One way to describe this book is to call it the political version of Diamond's Guns Germs and Steel (but only for the last 500 years). Like GGS it looks into why certain states/nations/empires rise and why do others fall. GGS looks into the natural reasons and is detatched from political considerations (which is one of the many things that makes GGS so original). After Tamerlane concentrates far more on the political side and in this the author shows an impressively wide and deep knowledge.
Stunningly wide-ranging rereading of the history of empire April 26, 2007 13 out of 14 found this review helpful
1492, Chris Columbus sailed the ocean blue. And so Europe conquered the world.
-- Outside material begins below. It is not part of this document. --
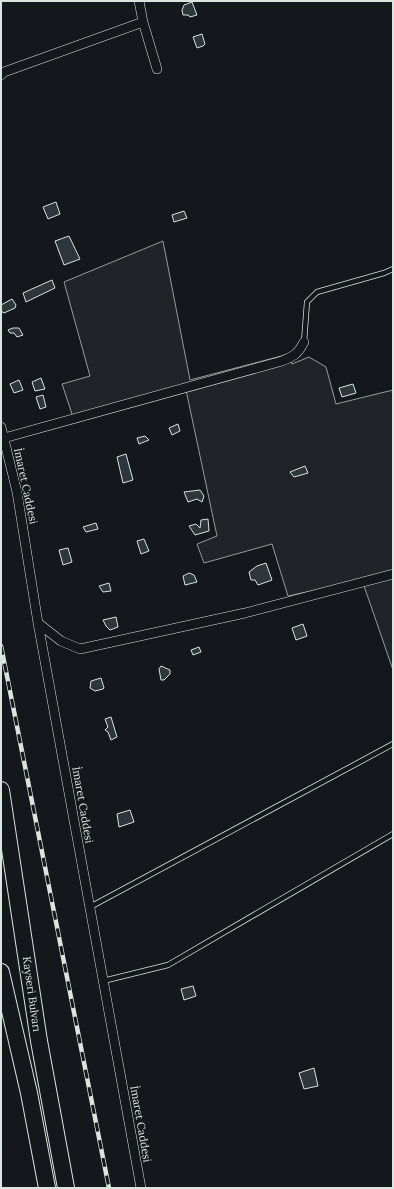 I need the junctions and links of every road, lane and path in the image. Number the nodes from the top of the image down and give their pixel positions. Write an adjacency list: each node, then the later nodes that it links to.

Or so we have been taught. What we've all forgotten (or ignored) is that there were other world powers. Before the British Empire, before the United States, there were the Ottoman, Chinese and Islamic empires that lasted far longer and had more influence than anything Europe produced.
Tamerlane was the last world-conqueror, a violent inheritor of Genghis Khan, whose empire ranged from Iran to China to Moscow. After his death in 1405, his empire fell apart and the modern world as we know it began to form. Princes in Muscovy began to take control of their neighbours; China's accelerated cultural progress began to stagnate; and Europe's sea-worthy nations began to extract wealth from their overseas conquests.
AFTER TAMERLANE is a fabulously balanced and wide-ranging revelation of world history of the past six hundred years, written by one of our preeminent historians. John Darwin is a true star. Up to now he has been too busy making other historians famous; now it's his turn. AFTER TAMERLANE reveals the seeds of the modern world; read this if you want to understand what fawned today's world events.